How would you get the URLs of all objects embedded into a webpage (or just the hostnames)? Which tag-attribute combination would you use? (or something else?)
For example, the Stackoverflow page starts like
<!DOCTYPE html>
<html>
<head>
<title>Stack Overflow</title>
<link rel="shortcut icon" href="//cdn.sstatic.net/stackoverflow/img/favicon.ico?v=4f32ecc8f43d">
<link rel="apple-touch-icon image_src" href="//cdn.sstatic.net/stackoverflow/img/apple-touch-icon.png?v=c78bd457575a">
[...]
<meta property="og:image" itemprop="image primaryImageOfPage" content="http://cdn.sstatic.net/stackoverflow/img/apple-touch-icon@2.png?v=73d79a89bded&a" />
Here, the URLs //cdn.sstatic.net/stackoverflow/img/favicon.ico?v=4f32ecc8f43d and //cdn.sstatic.net/stackoverflow/img/apple-touch-icon.png?v=c78bd457575a are in a href
attribute, while http://cdn.sstatic.net/stackoverflow/img/apple-touch-icon@2.png?v=73d79a89bded&a is in a content
attribute.

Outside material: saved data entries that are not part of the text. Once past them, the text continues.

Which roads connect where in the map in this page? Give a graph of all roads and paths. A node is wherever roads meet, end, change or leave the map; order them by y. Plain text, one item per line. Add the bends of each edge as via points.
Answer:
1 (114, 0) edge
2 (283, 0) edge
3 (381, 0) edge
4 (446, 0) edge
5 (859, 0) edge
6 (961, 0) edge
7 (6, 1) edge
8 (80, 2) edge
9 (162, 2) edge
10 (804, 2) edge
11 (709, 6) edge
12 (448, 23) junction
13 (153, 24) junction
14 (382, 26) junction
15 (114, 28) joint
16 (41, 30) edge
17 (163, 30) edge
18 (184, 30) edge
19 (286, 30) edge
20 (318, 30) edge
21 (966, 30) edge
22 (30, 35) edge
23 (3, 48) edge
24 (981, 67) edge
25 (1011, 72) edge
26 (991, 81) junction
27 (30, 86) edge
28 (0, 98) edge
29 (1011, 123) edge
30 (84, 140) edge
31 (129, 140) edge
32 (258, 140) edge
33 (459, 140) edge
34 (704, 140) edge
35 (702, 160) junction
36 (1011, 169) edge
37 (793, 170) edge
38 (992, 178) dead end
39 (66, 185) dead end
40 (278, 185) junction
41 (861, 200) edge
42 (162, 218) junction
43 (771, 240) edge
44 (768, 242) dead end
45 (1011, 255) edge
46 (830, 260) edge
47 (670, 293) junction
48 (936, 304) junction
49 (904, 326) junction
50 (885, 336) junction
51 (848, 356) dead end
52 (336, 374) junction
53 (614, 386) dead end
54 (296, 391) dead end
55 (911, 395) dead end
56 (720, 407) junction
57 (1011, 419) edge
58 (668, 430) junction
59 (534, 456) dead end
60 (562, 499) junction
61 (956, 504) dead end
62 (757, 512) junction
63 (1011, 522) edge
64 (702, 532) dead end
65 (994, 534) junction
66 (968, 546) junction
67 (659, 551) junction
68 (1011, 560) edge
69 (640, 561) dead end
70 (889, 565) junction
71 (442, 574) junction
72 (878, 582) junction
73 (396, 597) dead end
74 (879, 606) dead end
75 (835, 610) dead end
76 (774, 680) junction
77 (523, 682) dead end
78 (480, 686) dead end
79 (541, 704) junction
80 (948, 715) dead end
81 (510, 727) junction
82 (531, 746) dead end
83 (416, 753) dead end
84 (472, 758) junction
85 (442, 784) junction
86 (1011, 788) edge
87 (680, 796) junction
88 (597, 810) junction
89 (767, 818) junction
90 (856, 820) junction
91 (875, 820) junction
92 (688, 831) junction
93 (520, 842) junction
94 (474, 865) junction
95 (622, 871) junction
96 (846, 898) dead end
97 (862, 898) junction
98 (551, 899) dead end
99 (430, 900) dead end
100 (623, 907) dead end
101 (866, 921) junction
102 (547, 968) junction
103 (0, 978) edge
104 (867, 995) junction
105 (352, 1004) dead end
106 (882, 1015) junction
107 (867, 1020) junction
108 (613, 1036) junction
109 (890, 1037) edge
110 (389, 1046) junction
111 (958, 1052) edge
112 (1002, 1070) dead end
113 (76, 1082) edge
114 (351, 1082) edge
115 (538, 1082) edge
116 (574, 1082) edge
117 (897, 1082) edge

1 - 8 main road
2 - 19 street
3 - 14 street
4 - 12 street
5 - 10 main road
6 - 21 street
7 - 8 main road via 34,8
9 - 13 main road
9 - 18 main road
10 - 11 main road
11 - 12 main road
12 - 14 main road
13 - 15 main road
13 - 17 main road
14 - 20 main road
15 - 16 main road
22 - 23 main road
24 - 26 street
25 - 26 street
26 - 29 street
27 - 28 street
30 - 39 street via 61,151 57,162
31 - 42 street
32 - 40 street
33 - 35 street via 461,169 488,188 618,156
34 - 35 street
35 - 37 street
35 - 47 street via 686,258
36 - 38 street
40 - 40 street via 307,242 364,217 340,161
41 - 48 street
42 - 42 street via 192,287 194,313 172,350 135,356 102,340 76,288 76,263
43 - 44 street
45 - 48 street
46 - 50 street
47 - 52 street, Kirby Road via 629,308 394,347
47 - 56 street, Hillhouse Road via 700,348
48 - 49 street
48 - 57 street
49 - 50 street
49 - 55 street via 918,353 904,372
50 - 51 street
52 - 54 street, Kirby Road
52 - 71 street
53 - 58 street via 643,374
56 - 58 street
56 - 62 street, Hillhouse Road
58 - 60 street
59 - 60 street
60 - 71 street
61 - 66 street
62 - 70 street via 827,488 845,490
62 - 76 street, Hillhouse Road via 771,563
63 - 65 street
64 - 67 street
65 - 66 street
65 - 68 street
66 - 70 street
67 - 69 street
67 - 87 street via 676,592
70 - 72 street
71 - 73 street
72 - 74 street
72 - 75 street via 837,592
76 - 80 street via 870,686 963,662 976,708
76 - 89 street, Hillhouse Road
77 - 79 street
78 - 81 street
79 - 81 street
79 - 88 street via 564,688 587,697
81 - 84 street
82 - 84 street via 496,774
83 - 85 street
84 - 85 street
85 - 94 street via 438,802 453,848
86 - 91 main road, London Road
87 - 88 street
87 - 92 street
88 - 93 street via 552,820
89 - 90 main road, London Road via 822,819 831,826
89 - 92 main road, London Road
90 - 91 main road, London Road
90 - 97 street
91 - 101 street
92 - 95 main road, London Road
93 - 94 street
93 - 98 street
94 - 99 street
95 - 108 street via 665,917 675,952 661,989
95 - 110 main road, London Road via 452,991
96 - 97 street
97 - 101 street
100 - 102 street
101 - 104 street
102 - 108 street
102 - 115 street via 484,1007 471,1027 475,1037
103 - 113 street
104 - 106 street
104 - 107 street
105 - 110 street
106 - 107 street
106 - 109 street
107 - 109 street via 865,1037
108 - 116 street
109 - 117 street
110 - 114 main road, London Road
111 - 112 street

Additionally, images and scripts have a src
attribute.
The images
HTMLCollection would be a starting point, but the DOM specification recommends
not to use this attribute to find the images in the document but
getElementsByTagName
Tags.attribute combinations to consider: a.href
, img.src
, link.href
, script.src
, and meta.content
. Which else?
Here is an approach given the right tag combinations. It is an example for the anchor tag:
var urls = [];
var allA = document.getElementsByTagName("A");
for ( var i = 0; i < allA.length; i++ ) {
if ( typeof allA[i].href === "string" && allA[i].href !== "" ) {
urls.push(allA[i].href);
}
}
This could be repeated for all tag-attribute combinations.
Which tags with which attributes did I miss?